DATASET EXCERPTS section start

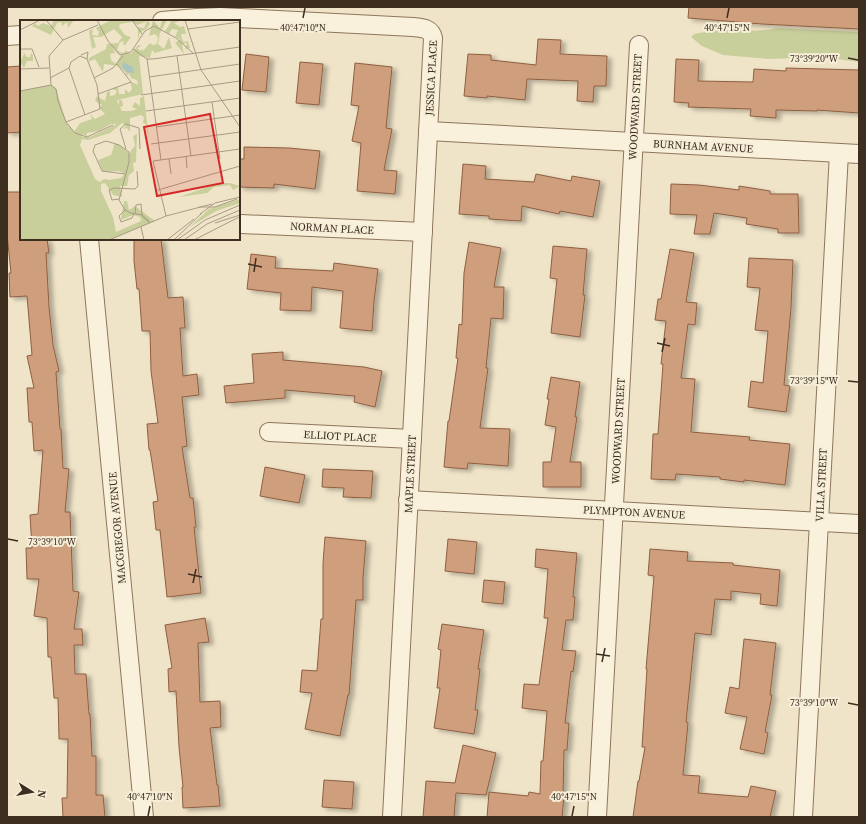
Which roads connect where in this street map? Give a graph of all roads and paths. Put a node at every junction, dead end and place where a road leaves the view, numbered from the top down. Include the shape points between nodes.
1 (174, 20) edge
2 (20, 34) edge
3 (7, 36) edge
4 (638, 45) dead end
5 (428, 131) junction
6 (634, 142) junction
7 (839, 153) junction
8 (859, 154) edge
9 (241, 224) dead end
10 (423, 232) junction
11 (89, 240) edge
12 (268, 432) dead end
13 (412, 439) junction
14 (408, 500) junction
15 (614, 511) junction
16 (819, 522) junction
17 (859, 524) edge
18 (144, 817) edge
19 (392, 817) edge
20 (597, 817) edge
21 (803, 817) edge

1 - 5 street, JESSICA PLACE via 220,17 426,28 433,38
2 - 3 street
4 - 6 street, WOODWARD STREET
5 - 6 street, BURNHAM AVENUE
5 - 10 street, MAPLE STREET
6 - 7 street, BURNHAM AVENUE
6 - 15 street, WOODWARD STREET
7 - 8 street, BURNHAM AVENUE
7 - 16 street, VILLA STREET
9 - 10 street, NORMAN PLACE
10 - 13 street, MAPLE STREET
11 - 18 street, MACGREGOR AVENUE
12 - 13 street, ELLIOT PLACE
13 - 14 street, MAPLE STREET
14 - 15 street, PLYMPTON AVENUE
14 - 19 street, MAPLE STREET
15 - 16 street, PLYMPTON AVENUE
15 - 20 street, WOODWARD STREET
16 - 17 street, PLYMPTON AVENUE
16 - 21 street, VILLA STREET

DATASET EXCERPTS section end

» WORK TO COMPLETE:
Retype the entries word for word. Omit any images.

» ANSWER SECTION:
Which roads connect where in this street map? Give a graph of all roads and paths. Put a node at every junction, dead end and place where a road leaves the view, numbered from the top down. Include the shape points between nodes.
1 (174, 20) edge
2 (20, 34) edge
3 (7, 36) edge
4 (638, 45) dead end
5 (428, 131) junction
6 (634, 142) junction
7 (839, 153) junction
8 (859, 154) edge
9 (241, 224) dead end
10 (423, 232) junction
11 (89, 240) edge
12 (268, 432) dead end
13 (412, 439) junction
14 (408, 500) junction
15 (614, 511) junction
16 (819, 522) junction
17 (859, 524) edge
18 (144, 817) edge
19 (392, 817) edge
20 (597, 817) edge
21 (803, 817) edge

1 - 5 street, JESSICA PLACE via 220,17 426,28 433,38
2 - 3 street
4 - 6 street, WOODWARD STREET
5 - 6 street, BURNHAM AVENUE
5 - 10 street, MAPLE STREET
6 - 7 street, BURNHAM AVENUE
6 - 15 street, WOODWARD STREET
7 - 8 street, BURNHAM AVENUE
7 - 16 street, VILLA STREET
9 - 10 street, NORMAN PLACE
10 - 13 street, MAPLE STREET
11 - 18 street, MACGREGOR AVENUE
12 - 13 street, ELLIOT PLACE
13 - 14 street, MAPLE STREET
14 - 15 street, PLYMPTON AVENUE
14 - 19 street, MAPLE STREET
15 - 16 street, PLYMPTON AVENUE
15 - 20 street, WOODWARD STREET
16 - 17 street, PLYMPTON AVENUE
16 - 21 street, VILLA STREET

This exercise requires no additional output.